From the entries below, copy every line where the string "Barker" appears.

(Beginning of RAW DATA)

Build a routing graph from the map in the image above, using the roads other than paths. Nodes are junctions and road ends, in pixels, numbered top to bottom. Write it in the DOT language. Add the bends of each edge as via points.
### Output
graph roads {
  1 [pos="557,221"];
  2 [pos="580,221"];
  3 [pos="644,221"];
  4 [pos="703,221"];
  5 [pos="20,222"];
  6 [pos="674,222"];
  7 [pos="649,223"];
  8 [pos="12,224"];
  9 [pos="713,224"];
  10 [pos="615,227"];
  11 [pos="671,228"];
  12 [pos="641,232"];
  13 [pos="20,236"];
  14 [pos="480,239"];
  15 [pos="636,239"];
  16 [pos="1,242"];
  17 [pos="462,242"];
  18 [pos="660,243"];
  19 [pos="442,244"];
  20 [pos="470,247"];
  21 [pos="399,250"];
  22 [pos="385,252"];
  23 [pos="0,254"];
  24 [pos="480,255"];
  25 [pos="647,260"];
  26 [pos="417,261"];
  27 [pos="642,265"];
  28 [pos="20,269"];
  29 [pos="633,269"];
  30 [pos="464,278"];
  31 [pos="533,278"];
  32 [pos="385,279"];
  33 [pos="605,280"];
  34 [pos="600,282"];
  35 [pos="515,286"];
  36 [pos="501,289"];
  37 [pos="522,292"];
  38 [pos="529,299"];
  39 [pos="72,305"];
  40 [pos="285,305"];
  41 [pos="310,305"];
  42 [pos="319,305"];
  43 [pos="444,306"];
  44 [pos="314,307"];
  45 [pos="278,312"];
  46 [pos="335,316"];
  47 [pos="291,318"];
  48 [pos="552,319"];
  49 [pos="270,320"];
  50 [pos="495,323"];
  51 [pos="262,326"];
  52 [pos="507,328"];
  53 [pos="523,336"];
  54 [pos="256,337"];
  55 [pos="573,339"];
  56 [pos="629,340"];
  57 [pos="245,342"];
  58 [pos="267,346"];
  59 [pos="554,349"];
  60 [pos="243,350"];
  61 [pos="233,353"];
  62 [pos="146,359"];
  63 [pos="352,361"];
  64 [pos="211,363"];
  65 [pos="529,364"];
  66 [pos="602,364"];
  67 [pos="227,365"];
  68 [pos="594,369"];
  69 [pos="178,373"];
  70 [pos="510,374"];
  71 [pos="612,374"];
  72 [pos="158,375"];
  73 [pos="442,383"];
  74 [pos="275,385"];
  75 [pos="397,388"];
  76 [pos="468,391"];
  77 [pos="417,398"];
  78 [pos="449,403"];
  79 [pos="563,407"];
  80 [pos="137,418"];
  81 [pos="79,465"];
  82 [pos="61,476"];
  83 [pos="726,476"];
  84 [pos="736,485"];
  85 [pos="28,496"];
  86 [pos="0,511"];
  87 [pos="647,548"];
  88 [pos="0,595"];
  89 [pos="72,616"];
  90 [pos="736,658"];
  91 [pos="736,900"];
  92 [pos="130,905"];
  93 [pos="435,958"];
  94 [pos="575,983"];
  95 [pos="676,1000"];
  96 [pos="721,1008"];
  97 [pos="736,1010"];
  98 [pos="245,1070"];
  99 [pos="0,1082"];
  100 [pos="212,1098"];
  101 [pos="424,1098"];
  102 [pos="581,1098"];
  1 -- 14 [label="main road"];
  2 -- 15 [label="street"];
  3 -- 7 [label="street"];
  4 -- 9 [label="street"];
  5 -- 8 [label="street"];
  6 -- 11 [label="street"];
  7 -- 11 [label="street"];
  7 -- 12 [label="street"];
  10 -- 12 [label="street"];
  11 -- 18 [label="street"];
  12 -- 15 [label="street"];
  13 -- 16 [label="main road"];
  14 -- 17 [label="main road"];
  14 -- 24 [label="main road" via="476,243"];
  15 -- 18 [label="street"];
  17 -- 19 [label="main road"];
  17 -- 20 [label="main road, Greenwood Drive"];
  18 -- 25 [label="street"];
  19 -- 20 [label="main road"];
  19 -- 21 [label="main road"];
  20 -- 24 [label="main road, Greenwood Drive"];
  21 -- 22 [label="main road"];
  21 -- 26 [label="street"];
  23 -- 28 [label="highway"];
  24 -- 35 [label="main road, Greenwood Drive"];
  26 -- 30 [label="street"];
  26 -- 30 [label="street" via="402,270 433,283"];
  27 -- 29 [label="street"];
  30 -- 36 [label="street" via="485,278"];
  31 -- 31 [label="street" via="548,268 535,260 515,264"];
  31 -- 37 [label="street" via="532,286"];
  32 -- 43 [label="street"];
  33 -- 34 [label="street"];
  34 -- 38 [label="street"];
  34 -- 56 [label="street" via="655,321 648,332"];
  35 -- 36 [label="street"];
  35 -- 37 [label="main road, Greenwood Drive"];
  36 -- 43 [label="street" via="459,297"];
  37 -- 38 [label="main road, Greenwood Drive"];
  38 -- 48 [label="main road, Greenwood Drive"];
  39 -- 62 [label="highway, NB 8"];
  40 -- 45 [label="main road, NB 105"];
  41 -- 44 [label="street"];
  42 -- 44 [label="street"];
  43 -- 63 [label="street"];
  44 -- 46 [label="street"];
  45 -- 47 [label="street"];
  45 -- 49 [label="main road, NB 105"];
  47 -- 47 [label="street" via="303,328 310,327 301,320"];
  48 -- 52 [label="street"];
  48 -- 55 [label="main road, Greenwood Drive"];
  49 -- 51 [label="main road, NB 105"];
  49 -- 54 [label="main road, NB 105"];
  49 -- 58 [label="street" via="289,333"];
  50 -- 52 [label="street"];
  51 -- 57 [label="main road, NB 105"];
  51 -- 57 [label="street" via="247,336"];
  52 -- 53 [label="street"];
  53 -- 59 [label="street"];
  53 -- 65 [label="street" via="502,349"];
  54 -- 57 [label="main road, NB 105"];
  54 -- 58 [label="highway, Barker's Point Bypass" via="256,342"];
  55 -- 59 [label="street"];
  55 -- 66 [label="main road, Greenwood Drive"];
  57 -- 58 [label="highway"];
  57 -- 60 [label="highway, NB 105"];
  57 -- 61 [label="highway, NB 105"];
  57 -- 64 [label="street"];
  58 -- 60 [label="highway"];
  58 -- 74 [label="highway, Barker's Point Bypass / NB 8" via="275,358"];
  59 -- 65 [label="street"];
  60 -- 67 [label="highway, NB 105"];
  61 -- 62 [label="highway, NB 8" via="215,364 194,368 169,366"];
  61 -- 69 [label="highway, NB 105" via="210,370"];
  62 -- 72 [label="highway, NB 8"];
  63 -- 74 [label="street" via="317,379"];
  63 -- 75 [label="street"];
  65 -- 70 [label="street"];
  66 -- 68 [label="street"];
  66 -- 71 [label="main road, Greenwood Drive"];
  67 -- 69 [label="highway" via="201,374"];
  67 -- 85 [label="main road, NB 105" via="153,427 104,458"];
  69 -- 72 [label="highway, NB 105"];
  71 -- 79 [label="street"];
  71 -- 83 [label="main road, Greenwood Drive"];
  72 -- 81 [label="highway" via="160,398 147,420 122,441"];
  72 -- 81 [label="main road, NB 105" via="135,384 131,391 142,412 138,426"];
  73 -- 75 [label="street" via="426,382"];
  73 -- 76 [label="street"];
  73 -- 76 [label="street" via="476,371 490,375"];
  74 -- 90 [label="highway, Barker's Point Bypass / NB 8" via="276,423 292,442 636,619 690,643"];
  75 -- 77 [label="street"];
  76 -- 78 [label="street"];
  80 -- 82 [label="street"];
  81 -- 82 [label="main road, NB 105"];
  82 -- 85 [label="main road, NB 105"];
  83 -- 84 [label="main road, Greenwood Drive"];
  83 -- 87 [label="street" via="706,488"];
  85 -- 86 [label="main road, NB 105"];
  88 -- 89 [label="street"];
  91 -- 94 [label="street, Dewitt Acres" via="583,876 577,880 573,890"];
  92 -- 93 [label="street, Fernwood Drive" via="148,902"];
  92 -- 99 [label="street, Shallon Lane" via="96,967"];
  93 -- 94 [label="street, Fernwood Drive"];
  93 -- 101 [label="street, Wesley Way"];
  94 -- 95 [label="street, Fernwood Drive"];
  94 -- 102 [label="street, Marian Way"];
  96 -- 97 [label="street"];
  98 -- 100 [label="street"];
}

(End of RAW DATA)

EXERCISE ANSWER >>
  54 -- 58 [label="highway, Barker's Point Bypass" via="256,342"];
  58 -- 74 [label="highway, Barker's Point Bypass / NB 8" via="275,358"];
  74 -- 90 [label="highway, Barker's Point Bypass / NB 8" via="276,423 292,442 636,619 690,643"];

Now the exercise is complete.